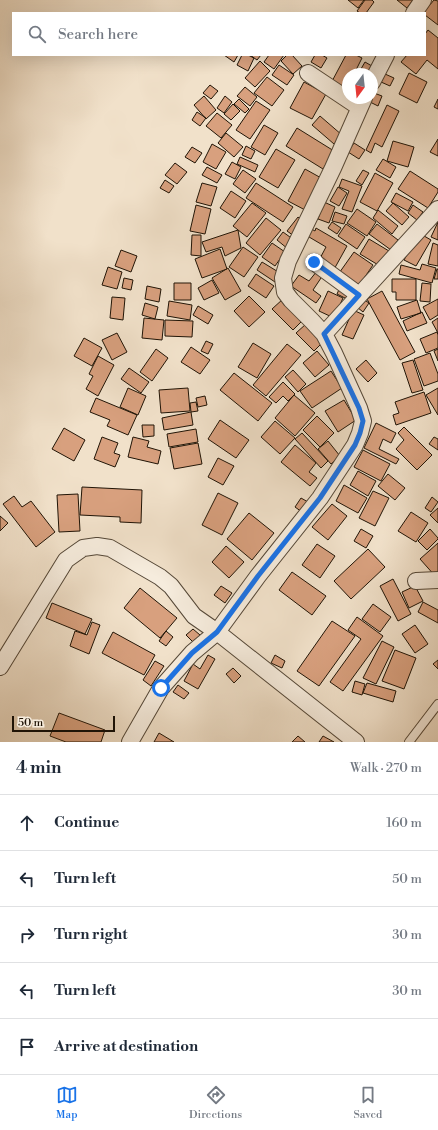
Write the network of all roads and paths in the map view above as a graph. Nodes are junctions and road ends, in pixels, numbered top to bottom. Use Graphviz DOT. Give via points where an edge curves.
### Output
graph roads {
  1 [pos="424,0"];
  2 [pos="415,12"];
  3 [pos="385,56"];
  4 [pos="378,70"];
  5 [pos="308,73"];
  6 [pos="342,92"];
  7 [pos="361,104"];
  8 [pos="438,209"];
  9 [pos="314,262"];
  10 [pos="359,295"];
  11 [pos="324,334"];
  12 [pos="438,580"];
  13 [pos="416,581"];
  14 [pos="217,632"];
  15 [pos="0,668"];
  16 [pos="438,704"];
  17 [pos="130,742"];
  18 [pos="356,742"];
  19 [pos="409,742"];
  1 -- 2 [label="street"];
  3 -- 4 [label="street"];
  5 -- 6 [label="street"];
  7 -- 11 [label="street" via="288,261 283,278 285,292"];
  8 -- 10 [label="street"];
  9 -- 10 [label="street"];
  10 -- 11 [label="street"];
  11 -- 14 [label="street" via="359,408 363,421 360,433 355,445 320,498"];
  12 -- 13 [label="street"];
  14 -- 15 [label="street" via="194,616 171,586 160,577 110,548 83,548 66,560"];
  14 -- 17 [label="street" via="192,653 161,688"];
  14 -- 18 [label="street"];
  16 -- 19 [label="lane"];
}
---
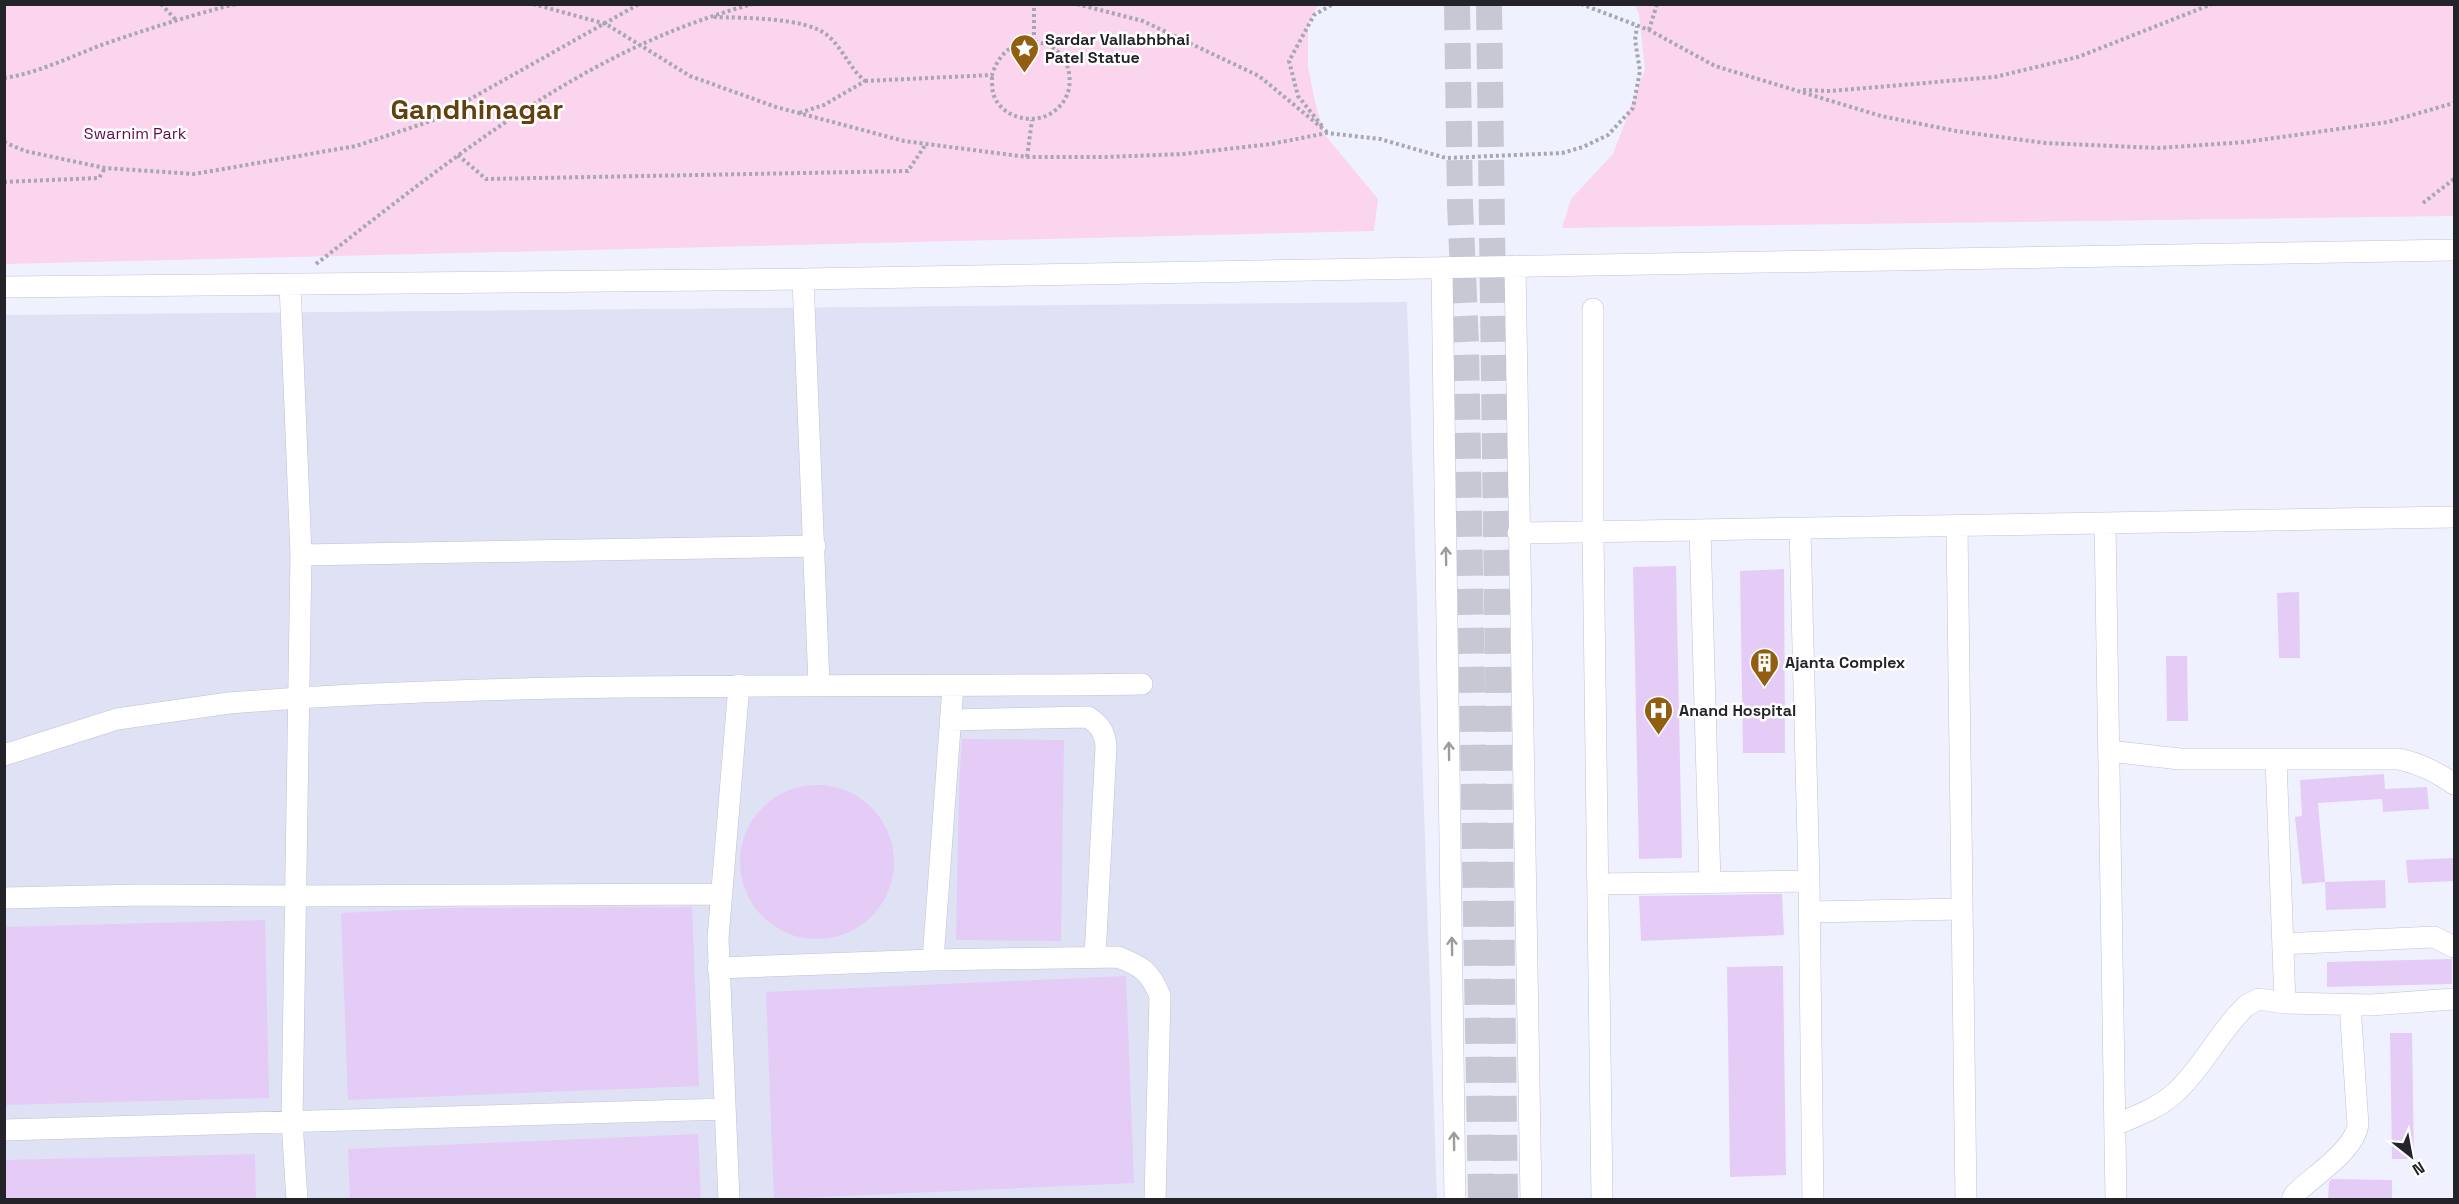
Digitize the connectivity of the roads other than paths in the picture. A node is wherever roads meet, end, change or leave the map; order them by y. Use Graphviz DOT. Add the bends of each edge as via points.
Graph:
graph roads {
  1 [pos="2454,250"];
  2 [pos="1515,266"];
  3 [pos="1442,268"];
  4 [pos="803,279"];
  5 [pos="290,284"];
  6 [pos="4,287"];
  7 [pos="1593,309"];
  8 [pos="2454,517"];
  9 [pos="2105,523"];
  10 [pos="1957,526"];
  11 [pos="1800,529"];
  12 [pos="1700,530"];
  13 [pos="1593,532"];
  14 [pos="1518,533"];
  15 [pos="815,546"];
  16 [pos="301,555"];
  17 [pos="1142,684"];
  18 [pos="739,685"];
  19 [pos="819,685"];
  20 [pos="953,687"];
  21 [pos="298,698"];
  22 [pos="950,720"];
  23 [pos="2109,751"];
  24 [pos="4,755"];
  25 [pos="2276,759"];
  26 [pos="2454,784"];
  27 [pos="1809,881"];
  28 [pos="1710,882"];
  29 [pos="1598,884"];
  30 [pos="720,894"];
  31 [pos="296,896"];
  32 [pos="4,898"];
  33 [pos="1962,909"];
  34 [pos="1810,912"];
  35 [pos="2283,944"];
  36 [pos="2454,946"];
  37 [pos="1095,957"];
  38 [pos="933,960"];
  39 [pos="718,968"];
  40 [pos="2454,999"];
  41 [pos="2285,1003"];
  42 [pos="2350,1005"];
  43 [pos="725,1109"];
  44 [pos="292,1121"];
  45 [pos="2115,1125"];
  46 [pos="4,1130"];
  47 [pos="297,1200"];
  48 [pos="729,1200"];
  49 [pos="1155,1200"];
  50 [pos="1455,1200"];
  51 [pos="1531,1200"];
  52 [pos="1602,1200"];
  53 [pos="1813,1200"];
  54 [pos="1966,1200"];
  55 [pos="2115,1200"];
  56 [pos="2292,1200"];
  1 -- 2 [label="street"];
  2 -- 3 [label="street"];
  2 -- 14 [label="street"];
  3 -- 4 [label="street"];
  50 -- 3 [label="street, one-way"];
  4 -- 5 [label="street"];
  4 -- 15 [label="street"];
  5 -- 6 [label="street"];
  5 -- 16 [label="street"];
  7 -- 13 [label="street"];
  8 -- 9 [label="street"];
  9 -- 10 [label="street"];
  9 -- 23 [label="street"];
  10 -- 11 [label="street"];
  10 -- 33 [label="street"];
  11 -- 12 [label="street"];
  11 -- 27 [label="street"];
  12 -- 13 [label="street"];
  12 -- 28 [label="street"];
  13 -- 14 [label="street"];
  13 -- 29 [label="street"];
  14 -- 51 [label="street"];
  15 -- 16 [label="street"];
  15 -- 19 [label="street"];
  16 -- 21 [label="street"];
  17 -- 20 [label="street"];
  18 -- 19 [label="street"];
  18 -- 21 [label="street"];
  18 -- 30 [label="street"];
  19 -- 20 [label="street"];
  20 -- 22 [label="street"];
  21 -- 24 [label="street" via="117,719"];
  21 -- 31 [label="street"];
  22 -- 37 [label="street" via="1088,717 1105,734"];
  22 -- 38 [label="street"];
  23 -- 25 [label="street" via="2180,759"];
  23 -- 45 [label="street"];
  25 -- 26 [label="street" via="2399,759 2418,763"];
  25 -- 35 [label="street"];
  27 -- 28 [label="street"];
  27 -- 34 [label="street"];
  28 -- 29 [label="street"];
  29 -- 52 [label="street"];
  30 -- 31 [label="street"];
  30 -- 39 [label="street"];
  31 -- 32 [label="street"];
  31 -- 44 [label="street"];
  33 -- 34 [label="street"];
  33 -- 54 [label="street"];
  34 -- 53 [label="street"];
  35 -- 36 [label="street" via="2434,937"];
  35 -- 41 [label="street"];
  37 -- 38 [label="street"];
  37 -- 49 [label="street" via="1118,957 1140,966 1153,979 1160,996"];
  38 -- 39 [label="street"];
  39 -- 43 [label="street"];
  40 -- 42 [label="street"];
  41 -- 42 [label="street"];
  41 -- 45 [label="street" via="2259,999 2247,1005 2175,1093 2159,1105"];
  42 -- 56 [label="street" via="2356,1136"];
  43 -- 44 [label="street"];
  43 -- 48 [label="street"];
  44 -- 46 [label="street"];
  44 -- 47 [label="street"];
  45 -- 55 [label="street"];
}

Task prompt:
Across the whole listing, show each line where the word "Graphviz" occurs.

Completed task:
Write the network of all roads and paths in the map view above as a graph. Nodes are junctions and road ends, in pixels, numbered top to bottom. Use Graphviz DOT. Give via points where an edge curves.
Digitize the connectivity of the roads other than paths in the picture. A node is wherever roads meet, end, change or leave the map; order them by y. Use Graphviz DOT. Add the bends of each edge as via points.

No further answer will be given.